The twisting ropes is best accomplished using a curve modifier.

Start with a mesh that has a high enough resolution along the length of the "rope". Then create a curve representing one of the twisted ropes plus some untwisted rope leading away. Finally, add a Curve modifier to the rope mesh; choose the guide curve, and set the Deformation Axis to match the helical axis of the guide curve (I used Z for my demo).

In a static situation you will see the rope coiled along part of the curve, and then follow the untwisted part away. Create a 2nd and third copy of the rope mesh and the curve guide to illustrate 3 threads twisting together. For 3 curves you will want to rotate each one by 120 degrees.

In order to animate this, have each guide curve spin on its helical axis. This will appear as three ropes spinning in a partly twisted state. In order to make it seem like the twist is progressing along the ropes, animate the curve to move lengthwise along its helical axis (keyframes for the Z coordinate). The change in the relative position between the mesh and the guide curve causes the mesh to change what part of the curve it follows over time.

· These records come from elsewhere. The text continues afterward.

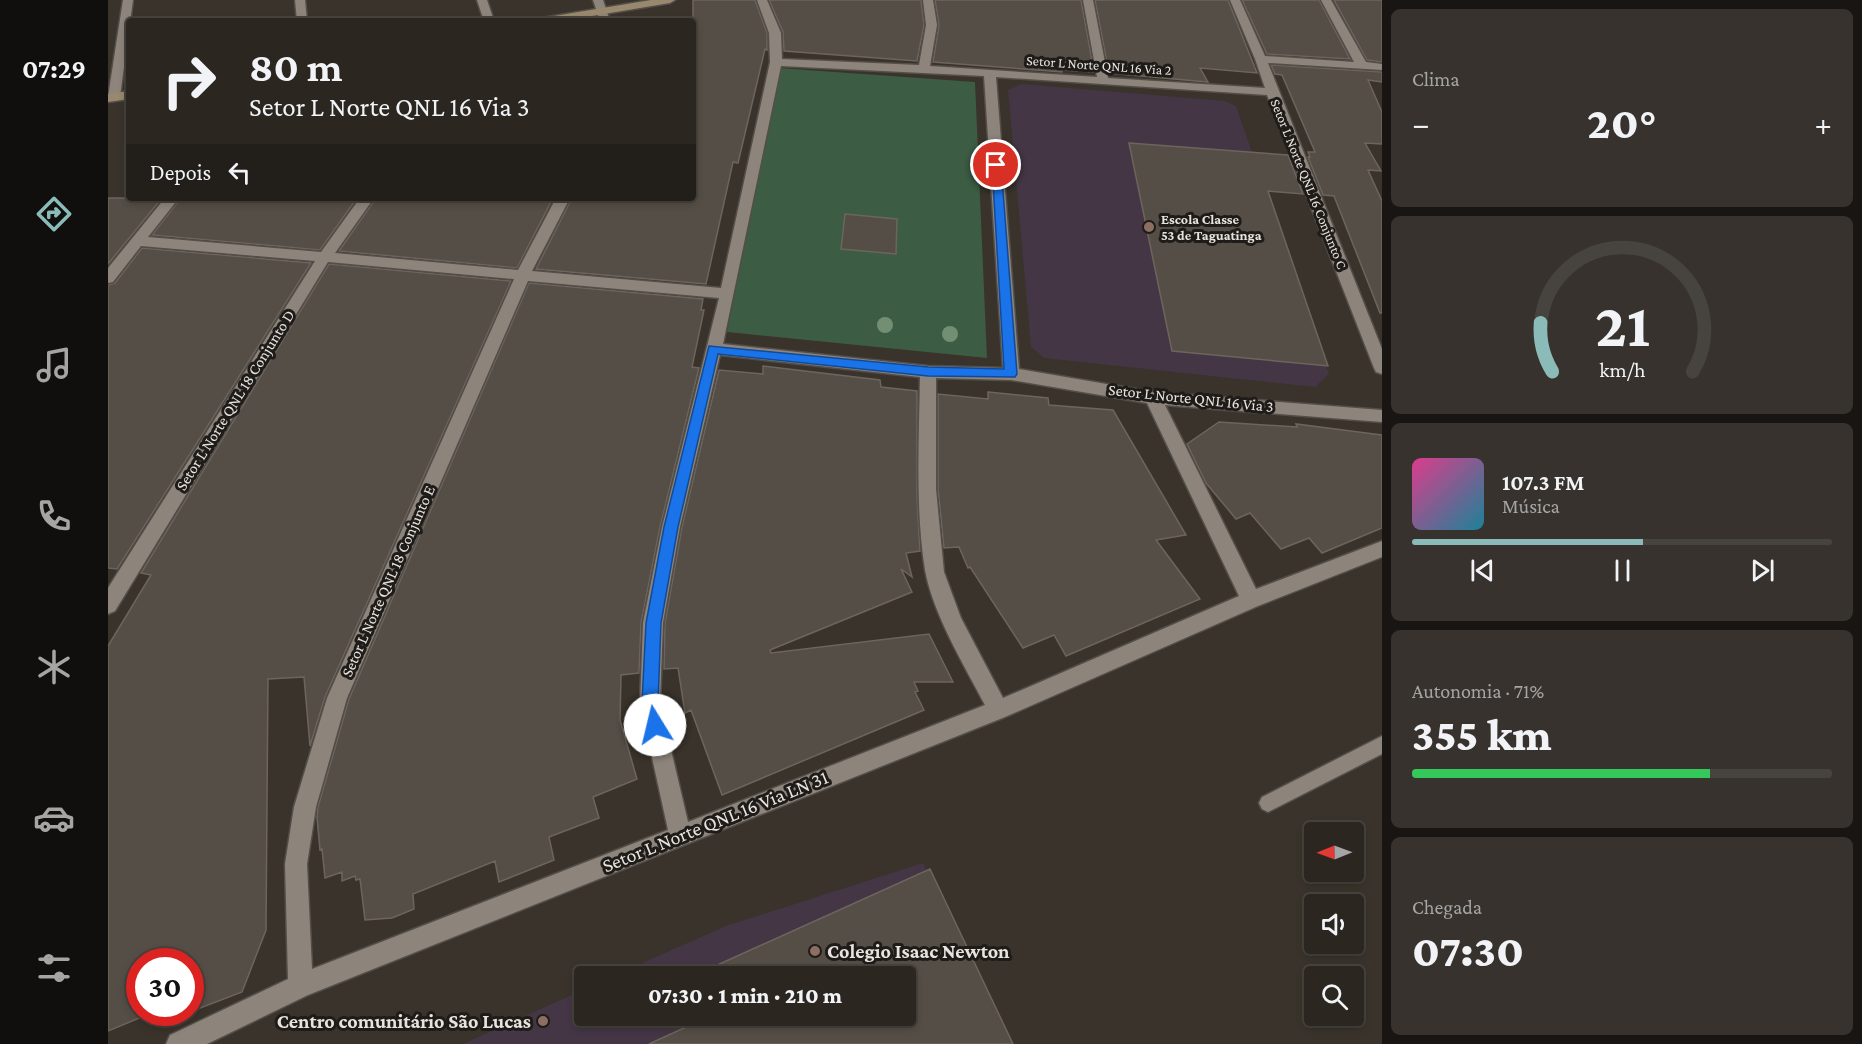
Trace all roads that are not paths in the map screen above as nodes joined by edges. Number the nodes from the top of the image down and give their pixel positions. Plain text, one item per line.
1 (128, 0) edge
2 (300, 0) edge
3 (482, 0) edge
4 (670, 0) edge
5 (762, 0) edge
6 (928, 0) edge
7 (1088, 0) edge
8 (1236, 0) edge
9 (1326, 0) edge
10 (602, 10) edge
11 (302, 18) edge
12 (488, 18) edge
13 (558, 18) edge
14 (1261, 59) junction
15 (776, 62) junction
16 (1362, 66) junction
17 (1382, 67) edge
18 (924, 69) junction
19 (990, 73) junction
20 (1103, 80) junction
21 (1272, 92) junction
22 (126, 96) edge
23 (111, 98) edge
24 (170, 201) edge
25 (365, 201) edge
26 (561, 201) edge
27 (138, 241) junction
28 (325, 256) junction
29 (522, 277) junction
30 (108, 278) edge
31 (727, 294) junction
32 (714, 350) junction
33 (1382, 368) edge
34 (928, 372) junction
35 (1011, 374) junction
36 (1153, 398) junction
37 (1382, 416) edge
38 (1382, 549) edge
39 (1251, 600) junction
40 (108, 605) edge
41 (998, 711) junction
42 (1382, 745) edge
43 (1268, 803) dead end
44 (680, 835) junction
45 (301, 986) junction
46 (179, 1044) edge

1 - 23 street
2 - 11 street
3 - 12 street
4 - 10 street
5 - 15 street
6 - 18 street
7 - 20 street
8 - 14 street, Setor L Norte QNL 16 Conjunto C
9 - 16 street
10 - 13 street
14 - 16 street
14 - 21 street, Setor L Norte QNL 16 Conjunto C
15 - 18 street, Setor L Norte QNL 16 Via 2
15 - 31 street
16 - 17 street
18 - 19 street, Setor L Norte QNL 16 Via 2
19 - 20 street, Setor L Norte QNL 16 Via 2
19 - 35 street
20 - 21 street, Setor L Norte QNL 16 Via 2
21 - 33 street, Setor L Norte QNL 16 Conjunto C
22 - 23 street
24 - 27 street
25 - 28 street, Setor L Norte QNL 18 Conjunto D
26 - 29 street, Setor L Norte QNL 18 Conjunto E
27 - 28 street
27 - 30 street
28 - 29 street
28 - 40 street, Setor L Norte QNL 18 Conjunto D
29 - 31 street
29 - 45 street, Setor L Norte QNL 18 Conjunto E
31 - 32 street
32 - 34 street, Setor L Norte QNL 16 Via 3
32 - 44 street
34 - 35 street, Setor L Norte QNL 16 Via 3
34 - 41 street
35 - 36 street, Setor L Norte QNL 16 Via 3
36 - 37 street, Setor L Norte QNL 16 Via 3
36 - 39 street
38 - 39 street, Setor L Norte QNL 16 Via LN 31
39 - 41 street, Setor L Norte QNL 16 Via LN 31
41 - 44 street, Setor L Norte QNL 16 Via LN 31
42 - 43 lane
44 - 45 street, Setor L Norte QNL 16 Via LN 31
45 - 46 street, Setor L Norte QNL 16 Via LN 31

You will probably want the fcurves to be linearly interpolated (t in the curves editor) and linearly extrapolated (shift-e).

Unfortunately, the exact geometry of this situation causes the mesh to slide backwards along the curve (because the length of the curve is longer than the axial distance travelled). To compensate, you can animate the mesh to translate in the opposite direction to the curve.

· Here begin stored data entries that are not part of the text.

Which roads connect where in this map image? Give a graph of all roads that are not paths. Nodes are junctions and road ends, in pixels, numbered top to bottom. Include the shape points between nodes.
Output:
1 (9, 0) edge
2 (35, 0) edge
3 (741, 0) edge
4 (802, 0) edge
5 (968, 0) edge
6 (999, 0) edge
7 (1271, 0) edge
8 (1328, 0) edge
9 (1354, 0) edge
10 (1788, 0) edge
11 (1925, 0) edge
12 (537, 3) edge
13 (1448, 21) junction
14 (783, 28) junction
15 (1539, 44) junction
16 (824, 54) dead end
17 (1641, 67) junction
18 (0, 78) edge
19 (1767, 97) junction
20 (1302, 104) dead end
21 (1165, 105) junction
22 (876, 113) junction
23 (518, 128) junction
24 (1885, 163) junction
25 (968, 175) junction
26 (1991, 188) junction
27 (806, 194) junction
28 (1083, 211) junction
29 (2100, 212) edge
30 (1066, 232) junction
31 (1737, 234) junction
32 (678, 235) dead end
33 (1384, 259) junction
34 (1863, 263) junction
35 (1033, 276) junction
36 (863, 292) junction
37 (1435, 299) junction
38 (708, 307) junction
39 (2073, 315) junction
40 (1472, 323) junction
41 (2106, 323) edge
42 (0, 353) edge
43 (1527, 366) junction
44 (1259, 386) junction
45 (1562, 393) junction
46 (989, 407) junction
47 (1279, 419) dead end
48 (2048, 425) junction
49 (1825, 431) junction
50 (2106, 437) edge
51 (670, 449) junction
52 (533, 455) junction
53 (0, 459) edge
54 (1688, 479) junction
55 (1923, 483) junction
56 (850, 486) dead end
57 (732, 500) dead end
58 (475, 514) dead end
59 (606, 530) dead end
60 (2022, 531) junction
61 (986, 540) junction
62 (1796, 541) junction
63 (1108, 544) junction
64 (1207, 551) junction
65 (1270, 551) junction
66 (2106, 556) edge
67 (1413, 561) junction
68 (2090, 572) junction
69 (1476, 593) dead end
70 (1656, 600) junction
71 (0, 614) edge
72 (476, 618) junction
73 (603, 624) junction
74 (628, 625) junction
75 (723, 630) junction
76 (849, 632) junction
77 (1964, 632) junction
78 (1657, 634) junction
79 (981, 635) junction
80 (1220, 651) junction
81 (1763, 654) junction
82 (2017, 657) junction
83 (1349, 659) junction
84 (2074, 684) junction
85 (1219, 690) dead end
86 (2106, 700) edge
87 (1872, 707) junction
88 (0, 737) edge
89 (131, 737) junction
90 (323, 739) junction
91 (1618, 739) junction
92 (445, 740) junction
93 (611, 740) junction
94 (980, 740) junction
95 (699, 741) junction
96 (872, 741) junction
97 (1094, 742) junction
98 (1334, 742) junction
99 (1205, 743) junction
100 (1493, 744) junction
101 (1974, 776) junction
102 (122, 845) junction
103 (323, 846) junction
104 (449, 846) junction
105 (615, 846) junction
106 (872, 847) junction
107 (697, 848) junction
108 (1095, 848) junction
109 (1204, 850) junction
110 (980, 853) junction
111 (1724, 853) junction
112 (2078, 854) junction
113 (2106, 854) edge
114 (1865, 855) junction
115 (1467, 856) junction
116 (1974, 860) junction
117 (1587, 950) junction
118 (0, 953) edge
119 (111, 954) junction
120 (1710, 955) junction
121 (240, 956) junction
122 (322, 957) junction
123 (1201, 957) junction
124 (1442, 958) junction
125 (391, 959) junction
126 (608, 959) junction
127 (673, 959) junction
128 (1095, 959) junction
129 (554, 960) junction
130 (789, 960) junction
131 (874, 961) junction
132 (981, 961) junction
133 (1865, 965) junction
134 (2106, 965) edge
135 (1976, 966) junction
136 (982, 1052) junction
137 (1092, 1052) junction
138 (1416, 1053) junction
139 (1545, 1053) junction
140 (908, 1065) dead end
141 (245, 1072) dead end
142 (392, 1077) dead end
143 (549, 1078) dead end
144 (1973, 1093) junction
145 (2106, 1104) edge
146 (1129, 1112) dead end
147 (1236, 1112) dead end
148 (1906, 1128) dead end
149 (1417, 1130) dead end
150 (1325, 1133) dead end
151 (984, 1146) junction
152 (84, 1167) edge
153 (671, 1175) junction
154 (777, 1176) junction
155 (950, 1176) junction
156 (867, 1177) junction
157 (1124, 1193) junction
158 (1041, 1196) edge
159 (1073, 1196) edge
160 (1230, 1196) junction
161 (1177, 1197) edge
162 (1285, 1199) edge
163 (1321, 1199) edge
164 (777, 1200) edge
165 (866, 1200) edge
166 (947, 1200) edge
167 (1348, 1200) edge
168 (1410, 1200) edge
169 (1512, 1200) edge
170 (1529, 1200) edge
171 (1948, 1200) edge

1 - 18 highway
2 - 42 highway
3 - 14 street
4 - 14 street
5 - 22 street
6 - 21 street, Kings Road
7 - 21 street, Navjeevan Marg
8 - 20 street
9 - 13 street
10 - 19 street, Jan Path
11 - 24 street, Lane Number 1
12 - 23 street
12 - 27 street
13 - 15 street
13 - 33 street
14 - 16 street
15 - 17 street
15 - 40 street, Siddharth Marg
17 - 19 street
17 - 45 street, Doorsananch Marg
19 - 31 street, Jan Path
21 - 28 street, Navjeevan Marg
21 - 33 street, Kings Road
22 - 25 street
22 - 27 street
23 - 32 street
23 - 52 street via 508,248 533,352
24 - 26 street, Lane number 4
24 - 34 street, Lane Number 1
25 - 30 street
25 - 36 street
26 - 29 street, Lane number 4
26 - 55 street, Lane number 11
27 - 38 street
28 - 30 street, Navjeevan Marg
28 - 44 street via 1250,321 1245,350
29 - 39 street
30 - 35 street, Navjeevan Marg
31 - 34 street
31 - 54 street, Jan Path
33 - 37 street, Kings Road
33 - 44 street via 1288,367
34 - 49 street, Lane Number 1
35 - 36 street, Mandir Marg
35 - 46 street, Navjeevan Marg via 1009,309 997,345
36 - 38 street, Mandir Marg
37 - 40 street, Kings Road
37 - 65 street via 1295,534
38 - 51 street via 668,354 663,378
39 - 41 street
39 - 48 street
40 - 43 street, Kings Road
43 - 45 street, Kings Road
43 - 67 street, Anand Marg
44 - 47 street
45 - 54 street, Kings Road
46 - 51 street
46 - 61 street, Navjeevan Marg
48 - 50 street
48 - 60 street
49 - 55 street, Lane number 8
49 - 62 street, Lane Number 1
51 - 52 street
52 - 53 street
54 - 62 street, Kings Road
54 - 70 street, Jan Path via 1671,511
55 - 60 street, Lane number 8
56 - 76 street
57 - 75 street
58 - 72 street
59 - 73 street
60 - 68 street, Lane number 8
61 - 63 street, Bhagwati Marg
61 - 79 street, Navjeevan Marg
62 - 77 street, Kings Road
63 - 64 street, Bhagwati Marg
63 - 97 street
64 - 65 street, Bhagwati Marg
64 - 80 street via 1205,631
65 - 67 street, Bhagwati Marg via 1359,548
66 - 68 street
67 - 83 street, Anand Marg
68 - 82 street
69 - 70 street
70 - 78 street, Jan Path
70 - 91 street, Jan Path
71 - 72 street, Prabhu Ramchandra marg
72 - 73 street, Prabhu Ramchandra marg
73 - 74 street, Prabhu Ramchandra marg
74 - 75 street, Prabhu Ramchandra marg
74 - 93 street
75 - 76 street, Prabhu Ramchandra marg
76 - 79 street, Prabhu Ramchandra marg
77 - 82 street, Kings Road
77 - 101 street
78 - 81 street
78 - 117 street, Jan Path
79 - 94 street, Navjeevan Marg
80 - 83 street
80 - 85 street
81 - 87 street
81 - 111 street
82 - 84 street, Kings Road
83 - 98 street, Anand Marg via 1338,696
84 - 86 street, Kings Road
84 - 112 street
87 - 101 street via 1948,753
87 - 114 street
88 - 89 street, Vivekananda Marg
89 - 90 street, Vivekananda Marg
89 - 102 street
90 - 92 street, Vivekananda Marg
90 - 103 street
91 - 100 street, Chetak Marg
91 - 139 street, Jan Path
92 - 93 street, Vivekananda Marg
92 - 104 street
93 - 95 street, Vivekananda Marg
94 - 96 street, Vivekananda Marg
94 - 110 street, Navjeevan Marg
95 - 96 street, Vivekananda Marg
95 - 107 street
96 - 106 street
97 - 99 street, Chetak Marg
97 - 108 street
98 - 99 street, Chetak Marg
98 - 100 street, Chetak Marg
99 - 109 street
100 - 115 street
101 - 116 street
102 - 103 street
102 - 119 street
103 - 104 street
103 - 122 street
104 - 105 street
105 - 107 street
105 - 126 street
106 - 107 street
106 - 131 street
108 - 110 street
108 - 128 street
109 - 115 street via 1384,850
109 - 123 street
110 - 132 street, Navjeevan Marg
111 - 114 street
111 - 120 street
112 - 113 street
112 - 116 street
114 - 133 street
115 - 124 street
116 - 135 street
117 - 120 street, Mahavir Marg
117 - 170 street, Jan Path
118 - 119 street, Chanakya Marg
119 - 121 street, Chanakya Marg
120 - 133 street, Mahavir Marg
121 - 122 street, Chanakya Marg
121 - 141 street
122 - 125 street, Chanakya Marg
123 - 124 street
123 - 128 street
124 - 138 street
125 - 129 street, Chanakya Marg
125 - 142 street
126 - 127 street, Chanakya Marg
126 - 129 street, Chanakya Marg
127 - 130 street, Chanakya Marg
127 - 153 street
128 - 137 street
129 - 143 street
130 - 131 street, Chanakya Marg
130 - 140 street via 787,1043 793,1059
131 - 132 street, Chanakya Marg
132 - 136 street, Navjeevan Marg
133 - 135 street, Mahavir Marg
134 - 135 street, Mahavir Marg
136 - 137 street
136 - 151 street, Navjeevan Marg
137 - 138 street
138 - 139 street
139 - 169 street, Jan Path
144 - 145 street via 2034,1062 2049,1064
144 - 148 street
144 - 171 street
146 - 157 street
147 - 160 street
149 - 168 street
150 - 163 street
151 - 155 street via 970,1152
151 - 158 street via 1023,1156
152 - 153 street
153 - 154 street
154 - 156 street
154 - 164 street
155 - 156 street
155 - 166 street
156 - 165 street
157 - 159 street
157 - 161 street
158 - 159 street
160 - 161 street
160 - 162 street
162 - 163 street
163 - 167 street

screenshot of twisting rope scene in blender

If you don't want to animate the Z location of each of the 3 meshes independently, you can animate a single one and use the Dope Sheet's Action Editor mode to give all of the meshes the same Action datablock which will cause them all to animate identically.

Now you have an animation where the twisted end of the rope appears to be spinning and the loose end with the threads is sliding up along the Z axis. If the loose ends are supposed to be spinning, you will have to animate the guide curves spinning as well.

If your guide curve is constructed by python, you should know exactly how much translation represents a full twist of the helix. If not, you can just eyeball it. Again: you will probably want the fcurves to be linearly interpolated and linearly extrapolated.

There is a remaining twisting motion of the thread mesh that you can counteract by animating the rotation of the mesh. You can eyeball this (mostly because I don't know exactly what equations are in play so I can't guide you to a mathematical calculation). Again, you will want to make this linear to match the animation of the guide curves.

The final hairball is keeping the loose ends of the thread at a constant distance from the helical axis. This requires us to animate the SHAPE of the guide curve. This is accomplished using a Hook modifier. The hook modifier can be used on curves and on meshes.

While the hook modifier can bind several vertices or control points to the motion of another object or bone, the simplest situation is to hook a single control point to a single empty.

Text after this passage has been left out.